This aspect of the appeal must accordingly also fail.

41     Burmester v Burmester, above n 1.

Issue Ten: Did the Judge err by dismissing Mr Burmester’s s 13 argument?

[100]   Section 11 of the Act states that on the division of relationship property under the Act, each of the partners is entitled to share equally in the family home, the family chattels and any other relationship property.

[101]   Judge Burns declined Mr Burmester’s request that he exercise his jurisdiction

under s 13 to displace the presumption of equal sharing.  Section 13 provides:

13       Exception to equal sharing

(1)      If the court considers that there are extraordinary circumstances that make equal sharing of property or money under section 11 or section

11A or section 11B or section 12 repugnant to justice, the share of each spouse or partner in that property or money is to be determined in accordance with the contribution of each spouse to the marriage or

of each civil union partner to the civil union or of each de facto partner to the de facto relationship.

(2)       This section is subject to sections 14 to 17A.

[102]   Although it is common ground that Mr Burmester made significantly greater financial contributions to the relationship, the Judge found that this did not engage s 13.  In dismissing the s 13 argument, Judge Burns stated that:42

[90]      From the case law that I have referred to Mr Burmester’s argument to s 13 must fail.  The test is a stringent one and the facts of this case fall well short of establishing any extraordinary circumstances repugnant to justice.  The parties’ marriage is a long one.  There are two children.  The evidence clearly shows that the  way of  life  adopted  by the parties  was chosen by them and continued for a significant period.   There is nothing unusual about one party bringing a significantly greater sum of money to the marriage than the other.  Mrs Burmester’s contribution to the marriage whilst not so much financial nevertheless was significant in bringing up and raising the children of the marriage together with a significant contribution to the children from his prior relationship.  I see no injustice in this case arising out of equal sharing and in fact if there was not equal sharing I would regard that as unjust.  I have no hesitation in dismissing the s 13 argument.

42     Burmester v Burmester, above n 1.

[103]   Mr Burmester contends that the Judge was wrong not to exercise jurisdiction under s 13.  He submits that:

(a)      At least 95 per cent of the marriage was funded by Mr Burmester’s prenuptial assets, whereas Mrs Burmester only contributed her inheritance.

(b)The couple equally shared care and upbringing of their children while they  lived  in  New  Zealand.    He  was  responsible  for  all  matters relating to education and homework.

(c)      Mrs Burmester did not have a good relationship with Annaliese.  As well, Mr Burmester’s son from his previous marriage, who lived with the family for seven years, left because he could not bear Mrs Burmester’s “step-mother behaviour”.

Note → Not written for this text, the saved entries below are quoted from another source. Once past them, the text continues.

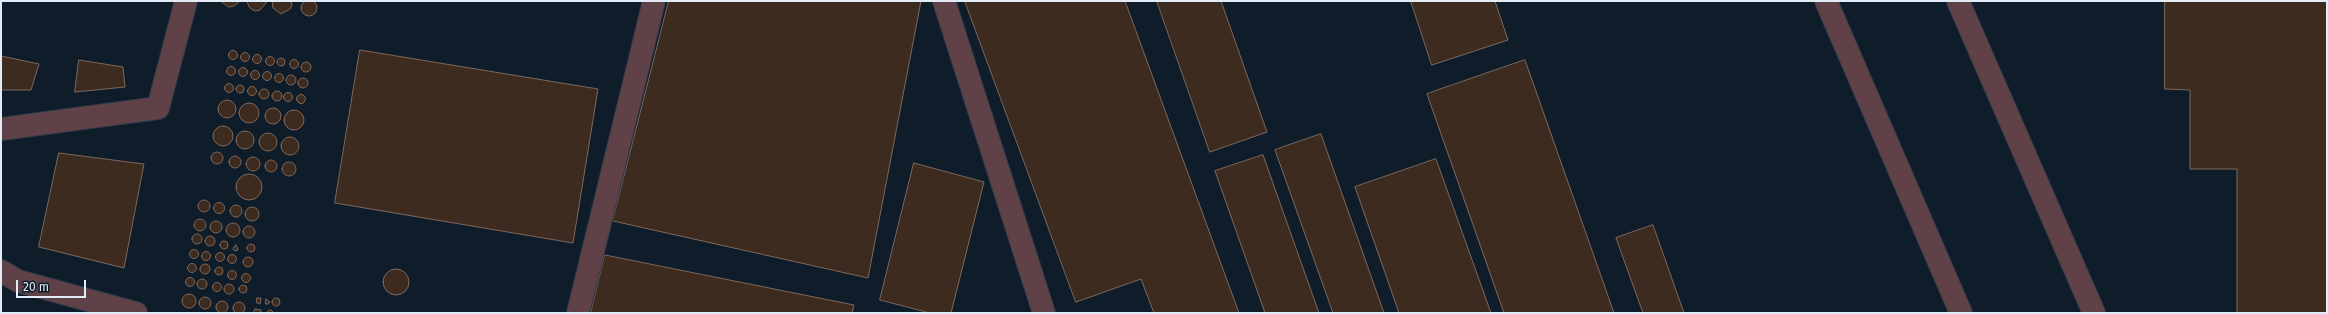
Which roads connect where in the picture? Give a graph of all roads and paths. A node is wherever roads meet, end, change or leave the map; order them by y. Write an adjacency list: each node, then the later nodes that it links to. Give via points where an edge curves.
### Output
1 (186, 1): 6 (street, via 158,108)
2 (654, 1): 9 (street)
3 (944, 1): 10 (street)
4 (1826, 1): 11 (street)
5 (1958, 1): 12 (street)
6 (1, 129)
7 (1, 271): 8 (street, via 18,281)
8 (136, 313)
9 (578, 313)
10 (1044, 313)
11 (1961, 313)
12 (2094, 313)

(d)Mr Burmester contributed a great deal more to household activities than Mrs Burmester.

(e)      Mr Burmester put thousands of hours of work into the Remuera home and the family yacht, despite being fully occupied with management of his investments.

[104]   Mrs Burmester acknowledged the disparity of financial contribution to the marriage (but noted Mr Burmester’s wish that she give up her career in order to focus on marriage and family).  She strenuously disputed, however, Mr Burmester’s claim that his contribution to the marriage and family exceeded her own in other respects.

Section 13 – legal principles

[105]   The starting point is Richardson J’s dictum in Martin v Martin, commenting on an older version of s 13:43

43     Martin v Martin [1979] 1 NZLR 97 (CA) at 111. See also Joseph v Johanson (1993) 10 FRNZ

302 (CA) at 307; and Castle v Castle [1977] 2 NZLR 97 at 102.

Clearly enough “extraordinary circumstances” and “repugnant to justice” are strong words and reflect a Parliamentary intention that the primacy of the equal sharing of the matrimonial home and the family chattels it not to be eroded in the ordinary circumstances of marriage. … “Extraordinary circumstances” imposes a stringent test, particularly when it is recognised that such matters as the provision of the matrimonial home by one spouse or by gift to that spouse are not in themselves extraordinary circumstances. “Repugnant to justice”, even when stripped of its emotional overtones, is a most emphatic phrase.   Moreover, it is repugnancy to justice giving full weight to the scheme and objectives of the legislation that must be established.   And, when regard is had to the legislative intent that disproportionately greater contribution to the marriage partnership should not  in  itself  justify  departure  under  s  14  from  equal  sharing  of  the matrimonial home, it seems to me that the legislature intended to impose a rigorous test allowing very limited scope for unequal sharing of the matrimonial home and the family chattels under s 14.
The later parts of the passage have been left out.